When I was a kid people wrote about bull trout like it was some kind of salmon-eating scrap fish that was bad eating, poor fighting, an ugly fish that wasn't worth fishing for or even having in the river to begin with. Like a lot of kids I believed what I read and heard from older sportsmen. Also like a lot of kids I loved fishing but was intimidated by big fast rivers like the Sauk or the Green. So I was pretty much a creek fishermen which brought me in close contact with lots of different native fish.

The summer of 1982 brought me and a friend to the upper Greenwater river. We had talked his older sister’s boyfriend into taking us up there and then picking us up in two days. It was the picking up part that turned out to be the problem, but some things are better off forgotten. Anyway the weather was great and we started catching a good number of small rainbow and cutthroat in the 5 to 10 inch range. In those days the logging wasn’t as bad as it is now but right off we noticed that where they had logged down to the water there were practically no fish. But where the big trees shaded the creek we found lots of small trout. Also we found that in the bigger sections of virgin timber there was a lot less silt and gravel. These sections of big timber provided deeper holes and bigger fish. It was in one of these virgin timber sections that I caught my first bull trout. I remember it like it was yesterday. The weather was very hot and sunny probably in the high eighties, but in the big trees it got downright cool. I was about 20 yards ahead of my friend when I came to the deep pool. It was crystal-clear and probably 15-feet-deep which was very deep for this stream in the summer.

I had been using a small spinner, but decided to put on a large red and white spoon. I cast up stream and reeled back. I was just thinking that I should change lures as the spoon was at this point almost back to me when my rod was almost pulled out of my hand!!!!! Just in front of me was the biggest brook trout I had ever seen. The great fish shook and rolled his head and headed back up the pool, the brilliant colors still etched in my mind. My little glass pole bent pole bent almost in two. There was no time to loosen the drag, I opened the bail and feathered the line with my hand. I had no net and yelled for my friend who always carried one to get up here quick! I had a big one on! He came splashing up the stream; what is it a rainbow? It’s a world record brook trout I yelled.

The big trout went up and refused to come out of the deep water of the pool. I bet you got a salmon my friend said, can’t be they can’t get around the dam I yelled. As the trout would not budge, legs shaking I started wading in after him up the pool. When I was about waist deep I suddenly slipped on a rock and went under. In the shock of the whole thing I managed to bang my arm up pretty bad but held on to the pole. All this thrashing around the fish decided to go back down the pool and head for the ocean, but this was his mistake because once he got into the shallow water I got good pressure on him and my friend finally got his net around its head and we both pounced on him. Holy shit, it’s huge was all my friend could say. I was completely soaked and bleeding and shaking as my friend got out his rusted tape measure and measured him to just shy of 27 inches. After we had snapped a picture of a couple pan-sized trout and the bull trout, I said to my friend, it’s a Dolly Varden. Wow what a dream fish, he kept saying.

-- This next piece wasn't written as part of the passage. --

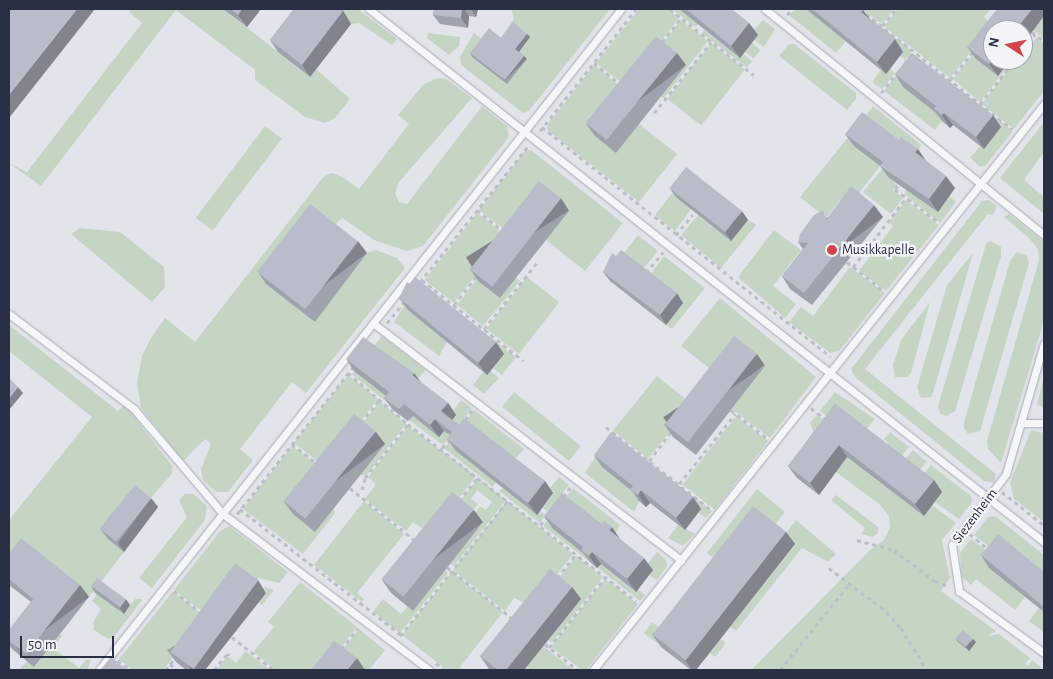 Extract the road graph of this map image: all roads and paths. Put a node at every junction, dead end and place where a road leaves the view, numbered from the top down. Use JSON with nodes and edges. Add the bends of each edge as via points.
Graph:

We went back to camp after that and cooked the fish up that night the bull trout was great just like salmon steak my friend said. The next day we found more bull trout in the deep clear pools, none as big and many we could not catch, But we were sure hooked on them. These great fish were amazing because they were so much bigger and fatter then the other trout we found. And the brilliant colors were hard to believe, blues reds oranges and yellow. I learned two things on that trip. One is that bull trout are a great fish, and that virgin timber is a must for good trout fishing on streams. We swore ourselves to never tell anyone about where these magical trout were. Unfortunately just three years later the area was clear-cut, the big pools filled with gravel and the clear water changed to a rusty color and the big bull trout are no longer there. It is very sad to say that this was public land and National Forest. f just two hundred yards would have been left uncut on both sides I feel the bull trout would still be there. You think these Yale educated foresters could have figured that out.

I think this story illustrates that bull trout have the potential to get big. After 1982 I had a special place in my heart for bull trout. I have waded up or crawled up just about any stream that I thought might hold these fish. I also tried raising these fish in my father’s ponds and found their growth rates amazing. Also they seem to have a good temperament for small waters.

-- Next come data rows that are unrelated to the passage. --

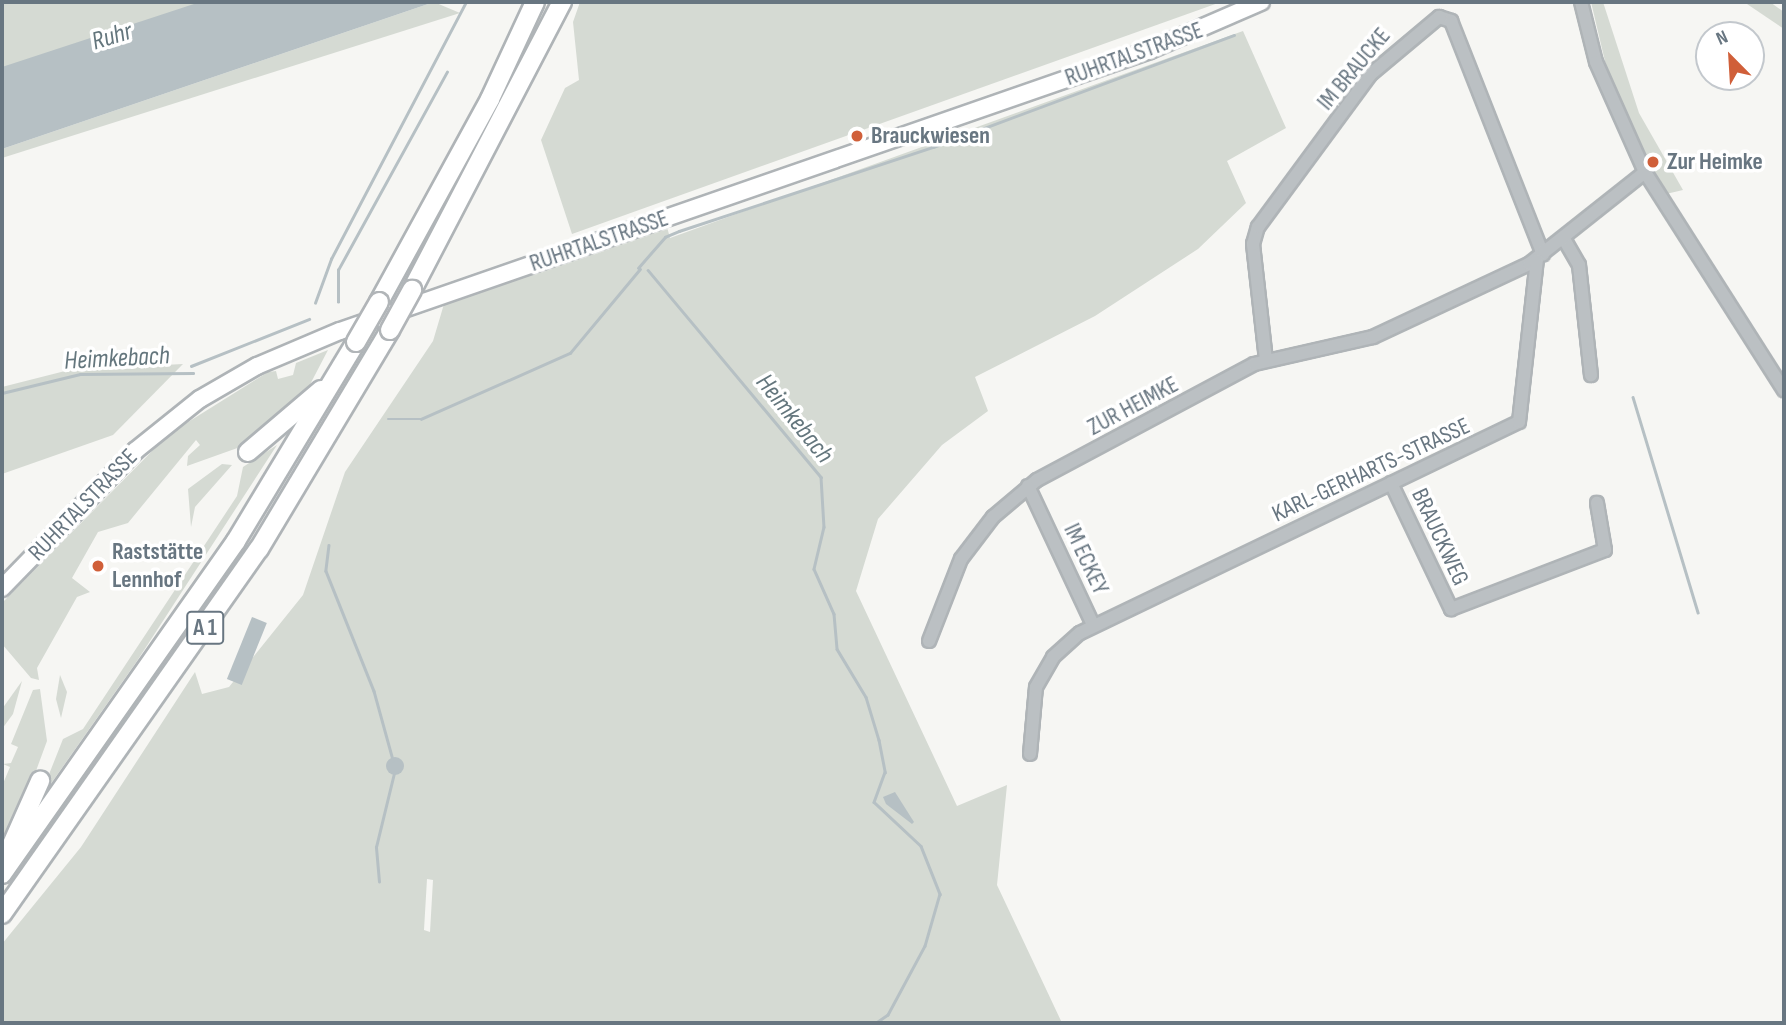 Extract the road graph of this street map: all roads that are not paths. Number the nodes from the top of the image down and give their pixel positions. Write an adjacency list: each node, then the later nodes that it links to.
1 (535, 2): 9 (highway, A 1, bridge)
2 (562, 2): 23 (highway, A 1, bridge)
3 (1261, 2): 16 (main road, RUHRTALSTRASSE)
4 (1581, 2): 5 (street)
5 (1645, 172): 6 (street, ZUR HEIMKE); 11 (street)
6 (1564, 239): 7 (street, ZUR HEIMKE); 10 (street)
7 (1540, 257): 8 (street, ZUR HEIMKE); 8 (street, IM BRAUCKE); 13 (street, KARL-GERHARTS-STRASSE)
8 (1266, 360): 14 (street, ZUR HEIMKE)
9 (341, 370): 12 (highway); 22 (highway, A 1)
10 (1591, 375)
11 (1784, 390)
12 (248, 452)
13 (1391, 483): 15 (street, BRAUCKWEG); 17 (street, KARL-GERHARTS-STRASSE)
14 (1028, 486): 17 (street, IM ECKEY); 18 (street, ZUR HEIMKE)
15 (1597, 503)
16 (2, 588)
17 (1093, 625): 19 (street, IM ECKEY)
18 (929, 641)
19 (1030, 754)
20 (40, 781): 21 (highway)
21 (2, 863)
22 (2, 874)
23 (2, 914)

I found it just a little funny when in the nineties the bull trout became the fish version of the spotted owl with fishermen seeming to be the chief problem followed by the stocking of trout, when everything I’ve seen points to logging. When I came along bull trout were already pushed up into headwater areas where most fish are native and few people fished because of the difficulties of getting into these places. I think current regs closing lower sections of rivers and keeping head water areas open makes the problem worse for native fish which will be impacted by guys that are forced to leave the areas along the road where they always fished for stocked fish and have them head up into the head waters going after native fish.

I think now though may be the time for bull trout in the high lakes, for now they are not considered the scrap fish they once were, and on the other hand if they should get out of the lake god forbid and into the drainage they would be native and may replenish stock from over-fished river fish.